I have learned to back into chores that are unseemly. If I
list them, they might get done in a few years. So the best way to get them out of
the way is to ambush myself.
The fridge has been pooling water under the crisper. The
husband was notified about this a week or so ago and has made verbal noises
about replacing some tube or other. In the meantime, I have been sopping up with rags. I must have been tardy in thinking to look under the
crisper, because now there are dots of mold afloat.
It is triple-digit heat outside. I have a clothesline
between trees in the back yard because I fancy myself a countrified girl who
would hang up the laundry outdoors, although I never actually do. The most action that clothesline ever sees are the sporadic photo shoots of the patched-together garments
I sew for my etsy shop.
Rags plus heat and sunshine equal mold demise. I decide to
hang up the rags when I replace them with a dry set. But on the way from
crisper to outdoors, the rags make a stop in the bathroom, where sits a bucket
of bleach and water leftover from my last ambitious mopping blitz. We are out
of bleach, so I must conserve what we do have until I have the energy to finish
mopping downstairs, or until the husband has the motivation to endure the heat
and fetch more bleach.
I wring out the rags in the bleach water and notice the
shower stall’s aggravating new patina of hard water and soap scum. One swipe,
then another, and soon I am vigorously wiping all the walls, digging my
fingernail into the rag to excavate the grout gunk. Then I look up.
The black mold stares down at me. How long has it lived on
the ceiling and upper wall? Years. I get up on a step stool and scrub at it. “It”
may not be grammatically correct, as I am beginning to think they are legion,
the way they spread.
“What are you up to in there?” the husband inquires.

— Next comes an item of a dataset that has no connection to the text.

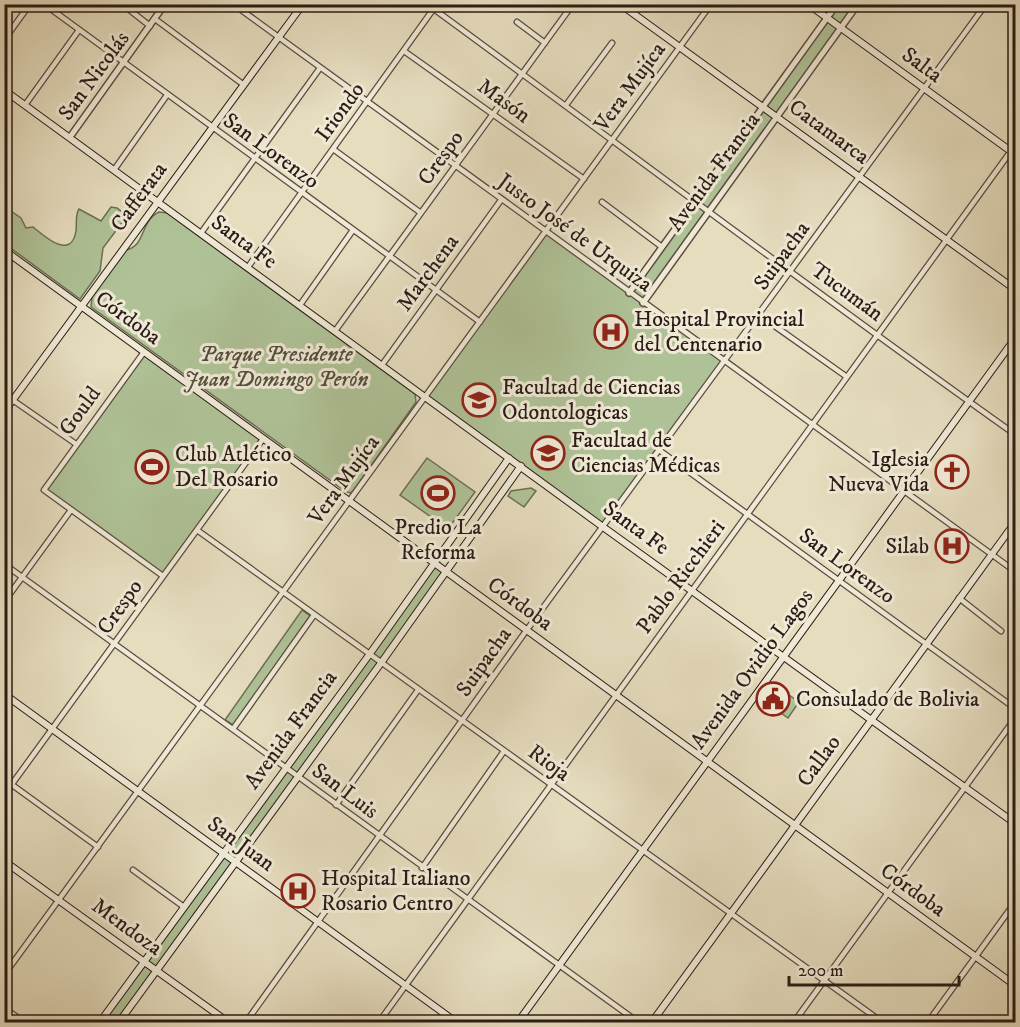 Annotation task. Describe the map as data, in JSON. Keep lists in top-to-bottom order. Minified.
{"streets":{"main road":["Salta","Catamarca","Avenida Francia","Cafferata","Santa Fe","Córdoba","Avenida Ovidio Lagos","Callao","San Juan","Mendoza"],"street":["San Nicolás","Vera Mujíca","Masón","Iriondo","San Lorenzo","Crespo","Justo José de Urquiza","Suipacha","Marchena","Tucumán","Gould","Pablo Ricchieri","Rioja","San Luis"]},"crossings":[["Salta","Avenida Francia"],["Salta","Suipacha"],["Salta","Pablo Ricchieri"],["San Nicolás","San Lorenzo"],["San Nicolás","Santa Fe"],["Vera Mujíca","Masón"],["Vera Mujíca","Catamarca"],["Vera Mujíca","San Lorenzo"],["Vera Mujíca","Justo José de Urquiza"],["Vera Mujíca","Santa Fe"],["Vera Mujíca","Tucumán"],["Vera Mujíca","Córdoba"],["Vera Mujíca","Rioja"],["Vera Mujíca","San Luis"],["Vera Mujíca","San Juan"],["Vera Mujíca","Mendoza"],["Masón","Iriondo"],["Masón","Crespo"],["Iriondo","San Lorenzo"],["Iriondo","Justo José de Urquiza"],["Iriondo","Santa Fe"],["Iriondo","Tucumán"],["Catamarca","Avenida Francia"],["Catamarca","Suipacha"],["Catamarca","Pablo Ricchieri"],["San Lorenzo","Crespo"],["San Lorenzo","Cafferata"],["San Lorenzo","Suipacha"],["San Lorenzo","Marchena"],["San Lorenzo","Pablo Ricchieri"],["San Lorenzo","Avenida Ovidio Lagos"],["San Lorenzo","Callao"],["Crespo","Justo José de Urquiza"],["Crespo","Santa Fe"],["Crespo","Tucumán"],["Crespo","Córdoba"],["Crespo","Rioja"],["Crespo","San Luis"],["Crespo","San Juan"],["Avenida Francia","Justo José de Urquiza"],["Avenida Francia","Santa Fe"],["Avenida Francia","Tucumán"],["Avenida Francia","Córdoba"],["Avenida Francia","Rioja"],["Avenida Francia","San Luis"],["Avenida Francia","San Juan"],["Avenida Francia","Mendoza"],["Cafferata","Justo José de Urquiza"],["Cafferata","Santa Fe"],["Cafferata","Córdoba"],["Justo José de Urquiza","Suipacha"],["Justo José de Urquiza","Marchena"],["Justo José de Urquiza","Pablo Ricchieri"],["Justo José de Urquiza","Avenida Ovidio Lagos"],["Justo José de Urquiza","Callao"],["Santa Fe","Suipacha"],["Santa Fe","Marchena"],["Santa Fe","Pablo Ricchieri"],["Santa Fe","Avenida Ovidio Lagos"],["Santa Fe","Callao"],["Suipacha","Tucumán"],["Suipacha","Córdoba"],["Suipacha","Rioja"],["Suipacha","San Luis"],["Suipacha","San Juan"],["Tucumán","Pablo Ricchieri"],["Tucumán","Avenida Ovidio Lagos"],["Córdoba","Gould"],["Córdoba","Pablo Ricchieri"],["Córdoba","Avenida Ovidio Lagos"],["Córdoba","Callao"],["Pablo Ricchieri","Rioja"],["Pablo Ricchieri","San Luis"],["Pablo Ricchieri","San Juan"],["Avenida Ovidio Lagos","Rioja"],["Avenida Ovidio Lagos","San Luis"],["Callao","Rioja"]],"parks":["Parque Presidente Juan Domingo Perón"],"places":{"hospital":["Hospital Provincial del Centenario","Silab","Hospital Italiano Rosario Centro"],"school or university":["Facultad de Ciencias Odontologicas","Facultad de Ciencias Médicas"],"sports":["Club Atlético Del Rosario","Predio La Reforma"],"church":["Iglesia Nueva Vida"],"public building":["Consulado de Bolivia"]},"scale_bar":"200 m"}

Bathroom cleaning is a rare occurrence, as you might have surmised. When I explain, he
proclaims he is inspired, which I decide is code for “Assign me some
task.” I send him to the garage for some protective eyewear to shield me from
mold spray, which is the next step in my plan of attack.
The husband makes an offering of the goggles, and since I
have dripping rubber gloves on my hands, I bow my head to indicate that he may
approach and set them on my face.
Suddenly I erupt in a shriek. “It’s going in my ear!” I feel
my right ear being raped by one of the handles that should go above, not
inside, the lobe.
He jumps back and nearly drops the goggles, reduced to a shivering
heap. The last time I had that effect on someone, it was my dental hygienist,
who had struck an oil pipeline in my mouth and recoiled at the ensuing gush of red.
“I’ll go get you some bleach,” he calls over his shoulder as
he shuts the front door behind him.
“Get an eggplant while you’re at it,” I shout back over the
bathroom vent. There is a recipe for vegan lasagna that has been an open tab on my laptop for a few weeks.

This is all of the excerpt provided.